MATERIAL SHOWN >>

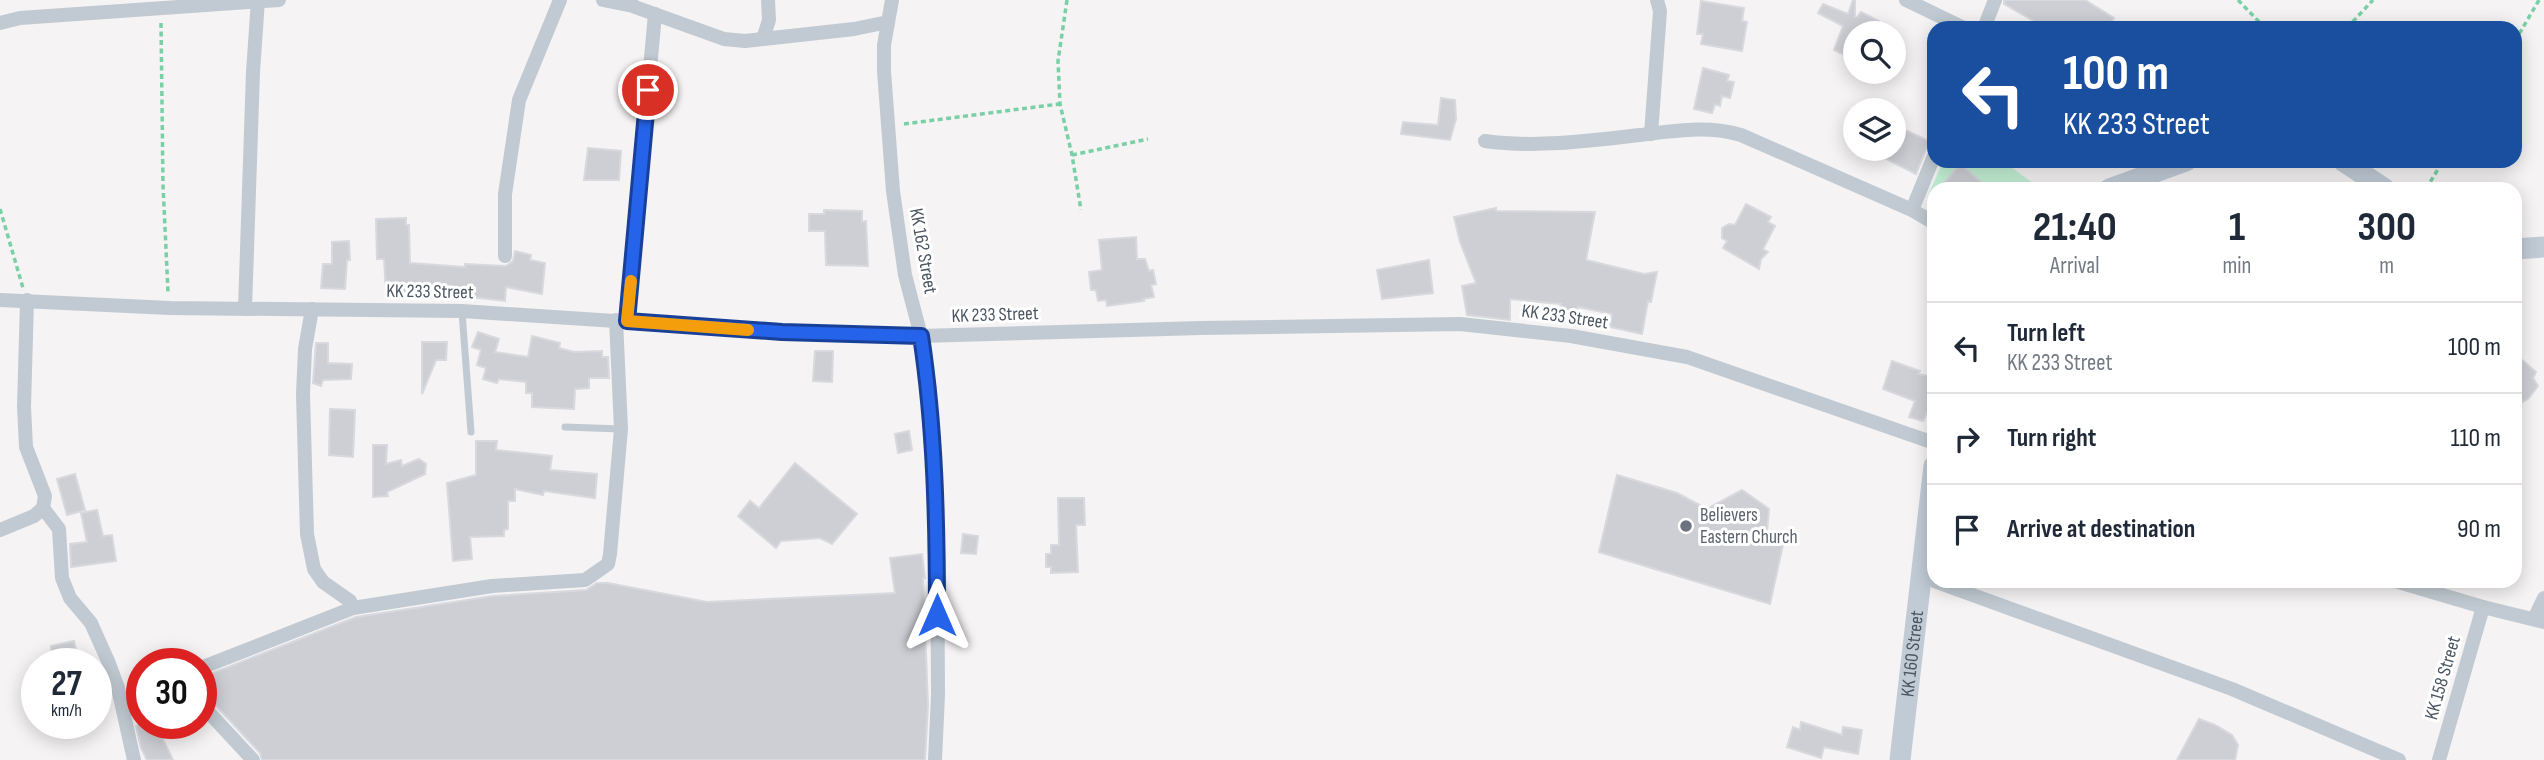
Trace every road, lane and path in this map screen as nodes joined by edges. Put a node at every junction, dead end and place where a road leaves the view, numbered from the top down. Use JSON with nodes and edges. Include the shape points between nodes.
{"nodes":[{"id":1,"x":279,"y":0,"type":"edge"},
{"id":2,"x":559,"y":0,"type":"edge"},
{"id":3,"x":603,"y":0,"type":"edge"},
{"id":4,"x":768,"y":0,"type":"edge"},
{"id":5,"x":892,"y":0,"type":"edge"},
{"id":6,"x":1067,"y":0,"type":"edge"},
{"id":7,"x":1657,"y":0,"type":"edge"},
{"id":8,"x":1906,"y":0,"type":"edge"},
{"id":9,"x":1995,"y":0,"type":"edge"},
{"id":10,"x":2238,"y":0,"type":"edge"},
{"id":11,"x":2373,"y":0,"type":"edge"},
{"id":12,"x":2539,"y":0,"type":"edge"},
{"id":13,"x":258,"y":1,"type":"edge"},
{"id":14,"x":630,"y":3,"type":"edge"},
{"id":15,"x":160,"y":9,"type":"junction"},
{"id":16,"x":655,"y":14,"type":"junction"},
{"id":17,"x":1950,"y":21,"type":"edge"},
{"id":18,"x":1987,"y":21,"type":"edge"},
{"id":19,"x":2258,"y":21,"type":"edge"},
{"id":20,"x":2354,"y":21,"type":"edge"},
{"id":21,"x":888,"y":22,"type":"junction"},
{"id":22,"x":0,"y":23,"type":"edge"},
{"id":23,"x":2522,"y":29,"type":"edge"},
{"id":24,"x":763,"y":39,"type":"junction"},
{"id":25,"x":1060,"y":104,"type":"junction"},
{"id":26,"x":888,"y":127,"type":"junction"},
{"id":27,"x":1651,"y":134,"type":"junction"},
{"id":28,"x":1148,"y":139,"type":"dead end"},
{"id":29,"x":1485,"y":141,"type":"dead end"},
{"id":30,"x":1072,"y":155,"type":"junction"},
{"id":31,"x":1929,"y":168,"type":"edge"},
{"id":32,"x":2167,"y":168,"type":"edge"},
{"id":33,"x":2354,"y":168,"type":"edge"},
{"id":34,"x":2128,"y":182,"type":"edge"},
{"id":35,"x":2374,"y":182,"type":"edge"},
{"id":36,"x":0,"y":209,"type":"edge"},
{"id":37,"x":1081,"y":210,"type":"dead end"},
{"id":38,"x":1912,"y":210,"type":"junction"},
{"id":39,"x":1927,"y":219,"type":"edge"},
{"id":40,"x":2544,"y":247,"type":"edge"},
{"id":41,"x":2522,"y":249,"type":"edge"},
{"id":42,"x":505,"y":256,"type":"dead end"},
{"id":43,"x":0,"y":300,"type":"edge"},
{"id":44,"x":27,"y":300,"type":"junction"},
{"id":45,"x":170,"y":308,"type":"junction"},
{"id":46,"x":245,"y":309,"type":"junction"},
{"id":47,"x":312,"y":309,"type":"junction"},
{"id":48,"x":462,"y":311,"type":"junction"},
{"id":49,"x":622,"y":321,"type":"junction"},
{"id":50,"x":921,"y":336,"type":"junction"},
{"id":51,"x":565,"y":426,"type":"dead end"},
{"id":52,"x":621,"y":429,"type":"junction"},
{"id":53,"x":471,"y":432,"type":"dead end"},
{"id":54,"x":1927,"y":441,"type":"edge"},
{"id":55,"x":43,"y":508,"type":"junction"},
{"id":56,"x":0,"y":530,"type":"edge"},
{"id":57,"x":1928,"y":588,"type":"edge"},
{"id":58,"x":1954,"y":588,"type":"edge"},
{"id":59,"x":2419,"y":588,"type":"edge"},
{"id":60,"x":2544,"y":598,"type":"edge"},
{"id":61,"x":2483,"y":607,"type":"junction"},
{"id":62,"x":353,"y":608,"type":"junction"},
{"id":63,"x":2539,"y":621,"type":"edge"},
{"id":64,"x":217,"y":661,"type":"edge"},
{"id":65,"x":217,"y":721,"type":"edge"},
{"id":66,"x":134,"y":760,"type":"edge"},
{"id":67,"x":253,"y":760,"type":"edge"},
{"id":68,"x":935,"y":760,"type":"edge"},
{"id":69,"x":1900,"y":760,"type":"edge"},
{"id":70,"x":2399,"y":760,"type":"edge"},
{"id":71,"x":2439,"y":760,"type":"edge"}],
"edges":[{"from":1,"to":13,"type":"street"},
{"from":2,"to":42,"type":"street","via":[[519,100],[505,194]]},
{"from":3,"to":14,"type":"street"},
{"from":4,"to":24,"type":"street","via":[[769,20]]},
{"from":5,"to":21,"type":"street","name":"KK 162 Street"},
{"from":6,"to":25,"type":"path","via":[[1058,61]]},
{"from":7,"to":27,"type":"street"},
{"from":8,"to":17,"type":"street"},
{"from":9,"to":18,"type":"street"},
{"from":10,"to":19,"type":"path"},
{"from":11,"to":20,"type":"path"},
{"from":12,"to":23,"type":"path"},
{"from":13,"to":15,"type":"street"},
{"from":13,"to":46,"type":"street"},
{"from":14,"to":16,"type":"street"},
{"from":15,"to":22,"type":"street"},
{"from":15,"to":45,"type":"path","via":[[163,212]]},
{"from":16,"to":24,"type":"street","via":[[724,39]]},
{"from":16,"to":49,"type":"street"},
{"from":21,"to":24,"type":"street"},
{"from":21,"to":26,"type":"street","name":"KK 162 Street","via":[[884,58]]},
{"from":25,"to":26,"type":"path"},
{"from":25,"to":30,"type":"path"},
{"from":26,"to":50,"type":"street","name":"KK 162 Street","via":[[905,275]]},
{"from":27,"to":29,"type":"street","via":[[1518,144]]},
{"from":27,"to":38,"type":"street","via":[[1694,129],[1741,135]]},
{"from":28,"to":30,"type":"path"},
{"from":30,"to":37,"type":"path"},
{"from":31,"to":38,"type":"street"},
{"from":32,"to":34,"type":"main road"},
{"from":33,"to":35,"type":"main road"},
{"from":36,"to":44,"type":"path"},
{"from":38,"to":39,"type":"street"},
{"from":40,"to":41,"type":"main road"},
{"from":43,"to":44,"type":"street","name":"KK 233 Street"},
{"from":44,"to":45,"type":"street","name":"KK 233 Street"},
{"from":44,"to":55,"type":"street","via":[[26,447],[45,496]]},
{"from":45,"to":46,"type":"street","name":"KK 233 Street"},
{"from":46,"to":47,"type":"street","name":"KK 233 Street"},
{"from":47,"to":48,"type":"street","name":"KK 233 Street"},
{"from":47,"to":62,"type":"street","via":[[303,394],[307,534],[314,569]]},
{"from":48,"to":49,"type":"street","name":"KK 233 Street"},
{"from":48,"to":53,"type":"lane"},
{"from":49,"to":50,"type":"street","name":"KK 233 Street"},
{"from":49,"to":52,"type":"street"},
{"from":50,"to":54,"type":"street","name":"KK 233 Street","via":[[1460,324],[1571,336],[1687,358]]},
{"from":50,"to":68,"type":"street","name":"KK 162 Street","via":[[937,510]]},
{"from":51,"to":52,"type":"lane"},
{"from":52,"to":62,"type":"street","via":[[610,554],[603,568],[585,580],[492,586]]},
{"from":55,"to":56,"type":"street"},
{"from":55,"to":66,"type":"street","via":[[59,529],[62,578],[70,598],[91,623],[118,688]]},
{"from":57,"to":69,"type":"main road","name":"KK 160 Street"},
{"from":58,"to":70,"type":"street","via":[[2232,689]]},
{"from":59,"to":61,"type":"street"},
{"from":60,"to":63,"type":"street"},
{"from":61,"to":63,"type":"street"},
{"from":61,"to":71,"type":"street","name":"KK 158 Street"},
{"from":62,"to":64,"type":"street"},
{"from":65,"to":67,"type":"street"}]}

WHAT NEEDS TO BE DONE >> How many lines in this material contain the string "lane"? Only the number is wanted.

ANSWER BOX >> 3